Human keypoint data
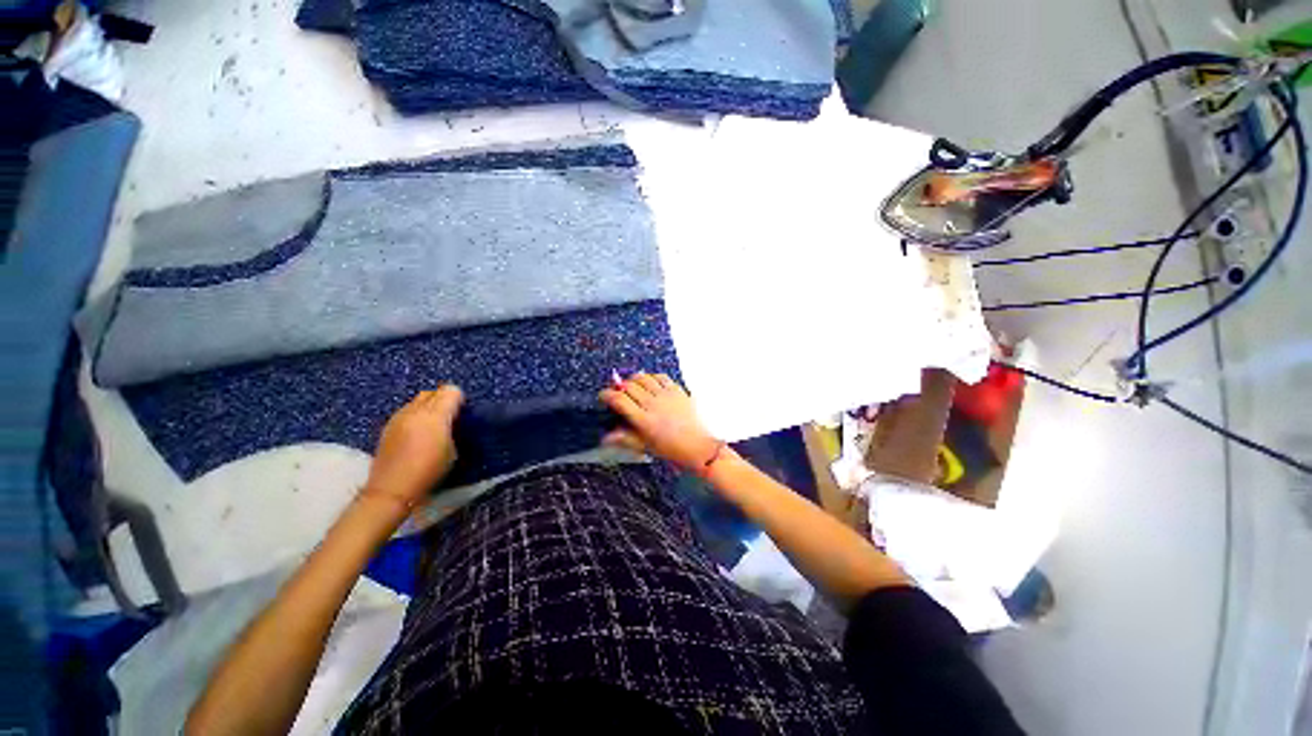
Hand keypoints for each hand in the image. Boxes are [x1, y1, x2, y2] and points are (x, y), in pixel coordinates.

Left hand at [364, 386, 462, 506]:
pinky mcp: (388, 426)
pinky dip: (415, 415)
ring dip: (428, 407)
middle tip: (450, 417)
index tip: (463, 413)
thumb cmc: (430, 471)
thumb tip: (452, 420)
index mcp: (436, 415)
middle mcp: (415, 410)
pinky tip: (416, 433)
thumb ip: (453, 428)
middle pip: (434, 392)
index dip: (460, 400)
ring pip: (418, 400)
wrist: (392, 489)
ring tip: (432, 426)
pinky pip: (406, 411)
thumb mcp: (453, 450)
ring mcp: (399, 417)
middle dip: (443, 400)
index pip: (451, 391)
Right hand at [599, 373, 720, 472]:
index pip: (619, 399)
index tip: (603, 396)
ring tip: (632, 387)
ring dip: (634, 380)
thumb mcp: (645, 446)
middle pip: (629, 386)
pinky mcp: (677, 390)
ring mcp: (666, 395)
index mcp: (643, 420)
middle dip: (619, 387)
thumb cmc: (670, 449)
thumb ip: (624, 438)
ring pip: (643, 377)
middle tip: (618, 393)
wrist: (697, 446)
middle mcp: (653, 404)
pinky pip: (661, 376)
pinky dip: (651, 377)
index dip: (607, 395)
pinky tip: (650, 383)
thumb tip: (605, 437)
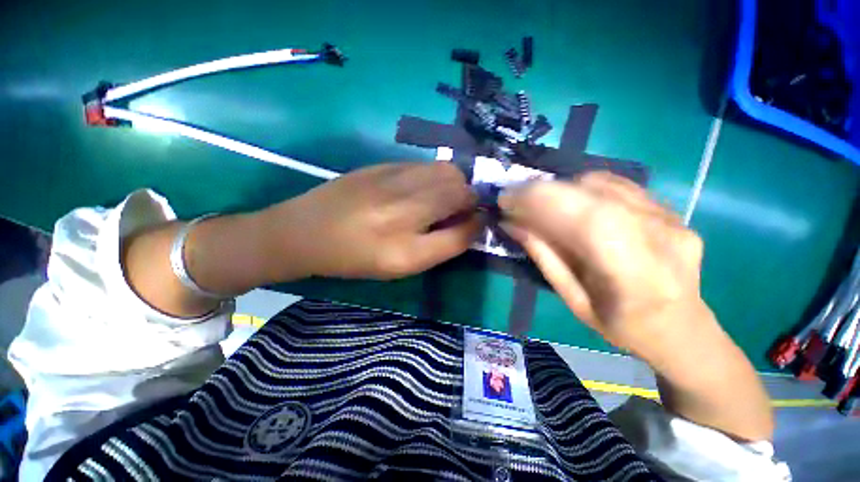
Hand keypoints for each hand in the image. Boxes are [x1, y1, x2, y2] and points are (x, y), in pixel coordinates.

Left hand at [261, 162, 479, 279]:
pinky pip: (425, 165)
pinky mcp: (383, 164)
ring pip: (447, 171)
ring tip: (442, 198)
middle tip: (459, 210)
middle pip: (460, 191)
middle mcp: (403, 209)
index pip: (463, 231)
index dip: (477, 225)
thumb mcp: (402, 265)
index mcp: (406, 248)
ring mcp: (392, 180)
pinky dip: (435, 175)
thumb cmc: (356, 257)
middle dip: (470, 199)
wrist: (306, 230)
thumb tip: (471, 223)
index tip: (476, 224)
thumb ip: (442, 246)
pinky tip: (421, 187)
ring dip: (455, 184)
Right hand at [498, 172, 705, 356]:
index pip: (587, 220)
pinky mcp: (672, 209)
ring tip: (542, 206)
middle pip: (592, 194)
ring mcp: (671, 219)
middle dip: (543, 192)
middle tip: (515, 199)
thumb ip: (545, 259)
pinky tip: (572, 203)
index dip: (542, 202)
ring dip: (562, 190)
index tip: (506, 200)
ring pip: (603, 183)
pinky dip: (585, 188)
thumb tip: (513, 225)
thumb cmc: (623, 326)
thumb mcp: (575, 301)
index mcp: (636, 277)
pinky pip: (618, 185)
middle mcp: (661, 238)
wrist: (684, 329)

▸ **Problem to solve**: Line by line, retype the records above exactly, minus the images.

▸ **Answer box**:
Hand keypoints for each hand in the image. Boxes are [x1, y1, x2, y2] and points are (x, y), in pixel coordinates.

Left hand at [364, 386, 462, 506]:
pinky mcp: (388, 426)
pinky dip: (415, 415)
ring dip: (428, 407)
middle tip: (450, 417)
index tip: (463, 413)
thumb cmc: (430, 471)
thumb tip: (452, 420)
index mcp: (436, 415)
middle mcp: (415, 410)
pinky tip: (416, 433)
thumb ip: (453, 428)
middle pip: (434, 392)
index dip: (460, 400)
ring pip: (418, 400)
wrist: (392, 489)
ring tip: (432, 426)
pinky pip: (406, 411)
thumb mcp: (453, 450)
ring mcp: (399, 417)
middle dip: (443, 400)
index pip: (451, 391)
Right hand at [599, 373, 720, 472]:
index pip: (619, 399)
index tip: (603, 396)
ring tip: (632, 387)
ring dip: (634, 380)
thumb mcp: (645, 446)
middle pip: (629, 386)
pinky mcp: (677, 390)
ring mcp: (666, 395)
index mcp: (643, 420)
middle dip: (619, 387)
thumb cmc: (670, 449)
thumb ip: (624, 438)
ring pip: (643, 377)
middle tip: (618, 393)
wrist: (697, 446)
middle mcp: (653, 404)
pinky pip: (661, 376)
pinky dip: (651, 377)
index dip: (607, 395)
pinky tip: (650, 383)
thumb tip: (605, 437)
Hand keypoints for each hand in the image. Boxes are [x1, y1, x2, y2] and points are (x, y), in pixel coordinates.

Left hand at [261, 162, 479, 279]:
pinky pip: (425, 165)
pinky mcp: (383, 164)
ring pip: (447, 171)
ring tip: (442, 198)
middle tip: (459, 210)
middle pip: (460, 191)
middle mcp: (403, 209)
index pip: (463, 231)
index dip: (477, 225)
thumb mcp: (402, 265)
index mcp: (406, 248)
ring mcp: (392, 180)
pinky dip: (435, 175)
thumb cmc: (356, 257)
middle dip: (470, 199)
wrist: (306, 230)
thumb tip: (471, 223)
index tip: (476, 224)
thumb ip: (442, 246)
pinky tip: (421, 187)
ring dip: (455, 184)
Right hand at [498, 172, 705, 356]:
index pip: (587, 220)
pinky mcp: (672, 209)
ring tip: (542, 206)
middle pip: (592, 194)
ring mcp: (671, 219)
middle dip: (543, 192)
middle tip: (515, 199)
thumb ip: (545, 259)
pinky tip: (572, 203)
index dip: (542, 202)
ring dip: (562, 190)
index tip: (506, 200)
ring pip: (603, 183)
pinky dip: (585, 188)
thumb tip: (513, 225)
thumb cmc: (623, 326)
thumb mcp: (575, 301)
index mcp: (636, 277)
pinky pip: (618, 185)
middle mcp: (661, 238)
wrist: (684, 329)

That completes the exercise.